Stored data
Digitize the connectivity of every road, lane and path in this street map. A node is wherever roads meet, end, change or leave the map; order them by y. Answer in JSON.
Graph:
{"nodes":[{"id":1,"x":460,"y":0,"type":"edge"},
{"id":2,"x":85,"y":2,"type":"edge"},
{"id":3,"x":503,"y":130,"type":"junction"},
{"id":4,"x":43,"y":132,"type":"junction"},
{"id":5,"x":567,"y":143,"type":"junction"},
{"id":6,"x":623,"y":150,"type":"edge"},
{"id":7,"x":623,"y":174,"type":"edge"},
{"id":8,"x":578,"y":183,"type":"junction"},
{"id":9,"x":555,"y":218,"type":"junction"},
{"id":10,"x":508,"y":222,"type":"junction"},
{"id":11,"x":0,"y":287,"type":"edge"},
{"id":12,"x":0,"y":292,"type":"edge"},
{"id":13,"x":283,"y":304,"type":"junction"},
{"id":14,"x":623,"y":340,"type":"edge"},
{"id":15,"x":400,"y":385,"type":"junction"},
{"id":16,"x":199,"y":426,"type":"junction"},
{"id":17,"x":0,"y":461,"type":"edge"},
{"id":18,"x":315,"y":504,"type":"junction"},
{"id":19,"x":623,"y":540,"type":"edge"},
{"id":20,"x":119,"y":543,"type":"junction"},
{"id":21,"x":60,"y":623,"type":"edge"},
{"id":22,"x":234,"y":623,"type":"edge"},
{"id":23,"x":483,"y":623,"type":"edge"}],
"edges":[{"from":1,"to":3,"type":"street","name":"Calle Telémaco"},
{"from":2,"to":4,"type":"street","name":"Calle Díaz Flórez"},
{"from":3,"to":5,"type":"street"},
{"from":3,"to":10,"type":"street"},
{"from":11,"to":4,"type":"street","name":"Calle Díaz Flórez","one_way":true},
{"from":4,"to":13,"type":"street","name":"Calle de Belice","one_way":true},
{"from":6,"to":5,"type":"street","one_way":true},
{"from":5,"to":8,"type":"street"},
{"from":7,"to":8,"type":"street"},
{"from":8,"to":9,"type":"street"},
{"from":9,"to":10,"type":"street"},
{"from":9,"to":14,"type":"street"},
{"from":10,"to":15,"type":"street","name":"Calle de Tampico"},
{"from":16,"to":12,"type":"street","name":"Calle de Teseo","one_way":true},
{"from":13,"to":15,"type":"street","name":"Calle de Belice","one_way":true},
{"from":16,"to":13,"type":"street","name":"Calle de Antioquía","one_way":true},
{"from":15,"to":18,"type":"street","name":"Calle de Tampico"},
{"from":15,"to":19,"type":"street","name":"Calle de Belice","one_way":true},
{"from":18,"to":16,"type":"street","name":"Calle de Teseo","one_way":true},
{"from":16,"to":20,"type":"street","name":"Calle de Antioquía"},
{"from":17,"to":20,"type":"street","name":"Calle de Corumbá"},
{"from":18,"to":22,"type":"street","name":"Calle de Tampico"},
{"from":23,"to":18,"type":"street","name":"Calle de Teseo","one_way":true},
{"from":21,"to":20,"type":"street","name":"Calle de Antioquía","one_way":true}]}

◆ Task ◆
Return the records in full. Omit nothing.

◆ Finished exercise ◆
Digitize the connectivity of every road, lane and path in this street map. A node is wherever roads meet, end, change or leave the map; order them by y. Answer in JSON.
Graph:
{"nodes":[{"id":1,"x":460,"y":0,"type":"edge"},
{"id":2,"x":85,"y":2,"type":"edge"},
{"id":3,"x":503,"y":130,"type":"junction"},
{"id":4,"x":43,"y":132,"type":"junction"},
{"id":5,"x":567,"y":143,"type":"junction"},
{"id":6,"x":623,"y":150,"type":"edge"},
{"id":7,"x":623,"y":174,"type":"edge"},
{"id":8,"x":578,"y":183,"type":"junction"},
{"id":9,"x":555,"y":218,"type":"junction"},
{"id":10,"x":508,"y":222,"type":"junction"},
{"id":11,"x":0,"y":287,"type":"edge"},
{"id":12,"x":0,"y":292,"type":"edge"},
{"id":13,"x":283,"y":304,"type":"junction"},
{"id":14,"x":623,"y":340,"type":"edge"},
{"id":15,"x":400,"y":385,"type":"junction"},
{"id":16,"x":199,"y":426,"type":"junction"},
{"id":17,"x":0,"y":461,"type":"edge"},
{"id":18,"x":315,"y":504,"type":"junction"},
{"id":19,"x":623,"y":540,"type":"edge"},
{"id":20,"x":119,"y":543,"type":"junction"},
{"id":21,"x":60,"y":623,"type":"edge"},
{"id":22,"x":234,"y":623,"type":"edge"},
{"id":23,"x":483,"y":623,"type":"edge"}],
"edges":[{"from":1,"to":3,"type":"street","name":"Calle Telémaco"},
{"from":2,"to":4,"type":"street","name":"Calle Díaz Flórez"},
{"from":3,"to":5,"type":"street"},
{"from":3,"to":10,"type":"street"},
{"from":11,"to":4,"type":"street","name":"Calle Díaz Flórez","one_way":true},
{"from":4,"to":13,"type":"street","name":"Calle de Belice","one_way":true},
{"from":6,"to":5,"type":"street","one_way":true},
{"from":5,"to":8,"type":"street"},
{"from":7,"to":8,"type":"street"},
{"from":8,"to":9,"type":"street"},
{"from":9,"to":10,"type":"street"},
{"from":9,"to":14,"type":"street"},
{"from":10,"to":15,"type":"street","name":"Calle de Tampico"},
{"from":16,"to":12,"type":"street","name":"Calle de Teseo","one_way":true},
{"from":13,"to":15,"type":"street","name":"Calle de Belice","one_way":true},
{"from":16,"to":13,"type":"street","name":"Calle de Antioquía","one_way":true},
{"from":15,"to":18,"type":"street","name":"Calle de Tampico"},
{"from":15,"to":19,"type":"street","name":"Calle de Belice","one_way":true},
{"from":18,"to":16,"type":"street","name":"Calle de Teseo","one_way":true},
{"from":16,"to":20,"type":"street","name":"Calle de Antioquía"},
{"from":17,"to":20,"type":"street","name":"Calle de Corumbá"},
{"from":18,"to":22,"type":"street","name":"Calle de Tampico"},
{"from":23,"to":18,"type":"street","name":"Calle de Teseo","one_way":true},
{"from":21,"to":20,"type":"street","name":"Calle de Antioquía","one_way":true}]}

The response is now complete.